Work item :: Each line of the data below that contains "main" must be copied.

[Saved entries]
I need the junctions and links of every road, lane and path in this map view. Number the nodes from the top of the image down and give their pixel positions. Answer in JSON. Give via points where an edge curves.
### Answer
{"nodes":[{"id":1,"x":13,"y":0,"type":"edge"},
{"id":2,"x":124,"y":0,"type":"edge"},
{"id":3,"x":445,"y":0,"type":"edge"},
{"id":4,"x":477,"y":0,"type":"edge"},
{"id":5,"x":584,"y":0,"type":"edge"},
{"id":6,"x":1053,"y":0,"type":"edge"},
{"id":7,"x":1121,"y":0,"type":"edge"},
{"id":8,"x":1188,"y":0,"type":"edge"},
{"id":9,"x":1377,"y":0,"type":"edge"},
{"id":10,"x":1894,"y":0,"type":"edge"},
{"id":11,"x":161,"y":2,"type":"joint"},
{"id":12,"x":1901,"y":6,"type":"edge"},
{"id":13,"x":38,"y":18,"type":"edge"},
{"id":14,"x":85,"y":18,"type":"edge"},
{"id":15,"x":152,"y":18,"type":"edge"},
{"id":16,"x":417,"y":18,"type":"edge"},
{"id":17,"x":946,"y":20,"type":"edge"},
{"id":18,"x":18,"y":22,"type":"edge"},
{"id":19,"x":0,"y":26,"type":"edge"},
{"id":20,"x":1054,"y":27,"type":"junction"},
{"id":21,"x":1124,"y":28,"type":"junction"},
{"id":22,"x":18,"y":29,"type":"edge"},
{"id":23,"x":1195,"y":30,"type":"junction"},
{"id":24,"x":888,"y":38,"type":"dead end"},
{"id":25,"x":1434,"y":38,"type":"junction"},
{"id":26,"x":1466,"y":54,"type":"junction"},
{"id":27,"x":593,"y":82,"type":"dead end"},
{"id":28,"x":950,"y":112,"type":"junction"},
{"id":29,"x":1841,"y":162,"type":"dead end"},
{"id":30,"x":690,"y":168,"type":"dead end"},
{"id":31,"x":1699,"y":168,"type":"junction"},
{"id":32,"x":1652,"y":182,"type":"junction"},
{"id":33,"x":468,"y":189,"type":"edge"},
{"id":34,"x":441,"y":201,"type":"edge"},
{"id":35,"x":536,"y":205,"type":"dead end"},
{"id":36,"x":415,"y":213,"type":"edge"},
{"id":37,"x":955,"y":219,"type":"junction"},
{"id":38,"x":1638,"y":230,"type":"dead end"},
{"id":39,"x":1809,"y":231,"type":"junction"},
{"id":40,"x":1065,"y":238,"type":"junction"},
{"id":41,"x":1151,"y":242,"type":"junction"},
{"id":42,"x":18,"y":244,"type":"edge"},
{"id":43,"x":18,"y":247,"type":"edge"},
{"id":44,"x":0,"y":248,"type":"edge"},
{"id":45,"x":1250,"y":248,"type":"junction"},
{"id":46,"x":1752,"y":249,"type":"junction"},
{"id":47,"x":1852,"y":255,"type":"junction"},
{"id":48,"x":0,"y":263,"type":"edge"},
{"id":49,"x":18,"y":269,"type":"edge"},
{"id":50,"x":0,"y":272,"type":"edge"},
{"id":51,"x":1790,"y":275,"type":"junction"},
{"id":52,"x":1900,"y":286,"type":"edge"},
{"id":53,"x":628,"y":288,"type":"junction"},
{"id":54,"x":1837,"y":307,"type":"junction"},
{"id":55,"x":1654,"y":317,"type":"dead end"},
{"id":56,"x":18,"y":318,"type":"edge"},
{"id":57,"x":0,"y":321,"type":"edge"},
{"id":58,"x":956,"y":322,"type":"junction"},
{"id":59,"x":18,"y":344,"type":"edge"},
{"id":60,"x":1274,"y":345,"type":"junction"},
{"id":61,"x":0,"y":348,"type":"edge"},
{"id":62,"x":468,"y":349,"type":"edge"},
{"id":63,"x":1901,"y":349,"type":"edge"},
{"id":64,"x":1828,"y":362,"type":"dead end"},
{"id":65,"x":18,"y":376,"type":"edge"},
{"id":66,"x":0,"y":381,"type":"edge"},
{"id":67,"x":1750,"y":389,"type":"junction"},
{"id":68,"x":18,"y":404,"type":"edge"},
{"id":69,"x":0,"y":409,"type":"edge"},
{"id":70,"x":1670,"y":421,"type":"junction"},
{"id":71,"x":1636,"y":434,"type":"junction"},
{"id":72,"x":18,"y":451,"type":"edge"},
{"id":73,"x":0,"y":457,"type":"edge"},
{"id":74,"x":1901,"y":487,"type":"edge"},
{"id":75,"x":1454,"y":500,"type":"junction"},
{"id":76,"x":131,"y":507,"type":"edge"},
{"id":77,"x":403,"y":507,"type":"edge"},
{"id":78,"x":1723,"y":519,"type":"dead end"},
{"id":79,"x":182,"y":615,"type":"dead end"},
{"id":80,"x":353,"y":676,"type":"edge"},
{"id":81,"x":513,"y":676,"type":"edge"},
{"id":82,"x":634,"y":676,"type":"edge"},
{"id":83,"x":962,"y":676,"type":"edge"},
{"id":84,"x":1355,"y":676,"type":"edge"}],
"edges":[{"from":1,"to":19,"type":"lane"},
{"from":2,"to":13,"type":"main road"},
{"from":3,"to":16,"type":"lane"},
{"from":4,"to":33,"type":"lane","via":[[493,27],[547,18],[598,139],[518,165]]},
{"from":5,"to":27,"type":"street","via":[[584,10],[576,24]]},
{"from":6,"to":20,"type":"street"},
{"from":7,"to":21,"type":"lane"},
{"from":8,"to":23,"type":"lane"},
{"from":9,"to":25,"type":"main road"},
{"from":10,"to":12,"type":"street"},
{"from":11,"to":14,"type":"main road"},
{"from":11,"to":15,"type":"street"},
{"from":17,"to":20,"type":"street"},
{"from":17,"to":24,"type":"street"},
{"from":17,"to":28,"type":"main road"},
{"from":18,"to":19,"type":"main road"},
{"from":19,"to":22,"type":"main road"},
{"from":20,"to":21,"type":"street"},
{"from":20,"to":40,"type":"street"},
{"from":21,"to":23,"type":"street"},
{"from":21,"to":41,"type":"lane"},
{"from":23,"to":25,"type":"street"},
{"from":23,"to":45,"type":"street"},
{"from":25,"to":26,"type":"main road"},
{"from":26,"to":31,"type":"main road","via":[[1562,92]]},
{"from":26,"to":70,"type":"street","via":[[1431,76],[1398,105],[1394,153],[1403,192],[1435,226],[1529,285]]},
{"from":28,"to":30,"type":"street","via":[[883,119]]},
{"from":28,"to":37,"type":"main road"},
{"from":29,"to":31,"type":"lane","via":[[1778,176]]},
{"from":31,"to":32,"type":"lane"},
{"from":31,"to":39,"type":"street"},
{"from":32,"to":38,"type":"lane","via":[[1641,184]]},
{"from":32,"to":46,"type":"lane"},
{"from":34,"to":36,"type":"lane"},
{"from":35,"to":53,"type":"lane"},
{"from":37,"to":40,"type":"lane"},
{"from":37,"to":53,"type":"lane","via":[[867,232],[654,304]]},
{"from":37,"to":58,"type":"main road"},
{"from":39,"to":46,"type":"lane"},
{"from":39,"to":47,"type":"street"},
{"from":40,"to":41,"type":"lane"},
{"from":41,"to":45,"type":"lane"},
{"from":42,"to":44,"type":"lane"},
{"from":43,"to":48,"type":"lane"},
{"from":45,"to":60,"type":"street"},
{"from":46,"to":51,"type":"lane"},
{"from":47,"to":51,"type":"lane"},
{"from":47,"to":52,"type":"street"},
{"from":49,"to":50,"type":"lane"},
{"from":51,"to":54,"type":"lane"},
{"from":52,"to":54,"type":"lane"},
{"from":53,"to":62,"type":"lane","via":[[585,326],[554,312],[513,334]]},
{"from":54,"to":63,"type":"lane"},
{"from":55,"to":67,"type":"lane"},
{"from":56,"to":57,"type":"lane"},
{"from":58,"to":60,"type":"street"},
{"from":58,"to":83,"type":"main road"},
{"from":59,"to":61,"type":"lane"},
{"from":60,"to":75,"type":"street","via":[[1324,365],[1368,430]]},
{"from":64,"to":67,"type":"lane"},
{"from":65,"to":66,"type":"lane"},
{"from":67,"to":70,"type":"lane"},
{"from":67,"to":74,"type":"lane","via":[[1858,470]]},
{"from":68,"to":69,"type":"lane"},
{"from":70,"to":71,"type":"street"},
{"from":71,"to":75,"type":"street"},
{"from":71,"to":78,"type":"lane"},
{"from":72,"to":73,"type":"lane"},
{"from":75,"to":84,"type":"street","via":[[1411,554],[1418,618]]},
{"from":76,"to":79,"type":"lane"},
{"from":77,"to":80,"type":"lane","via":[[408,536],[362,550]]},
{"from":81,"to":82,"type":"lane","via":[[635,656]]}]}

Answer for the task ::
{"from":2,"to":13,"type":"main road"},
{"from":9,"to":25,"type":"main road"},
{"from":11,"to":14,"type":"main road"},
{"from":17,"to":28,"type":"main road"},
{"from":18,"to":19,"type":"main road"},
{"from":19,"to":22,"type":"main road"},
{"from":25,"to":26,"type":"main road"},
{"from":26,"to":31,"type":"main road","via":[[1562,92]]},
{"from":28,"to":37,"type":"main road"},
{"from":37,"to":58,"type":"main road"},
{"from":58,"to":83,"type":"main road"},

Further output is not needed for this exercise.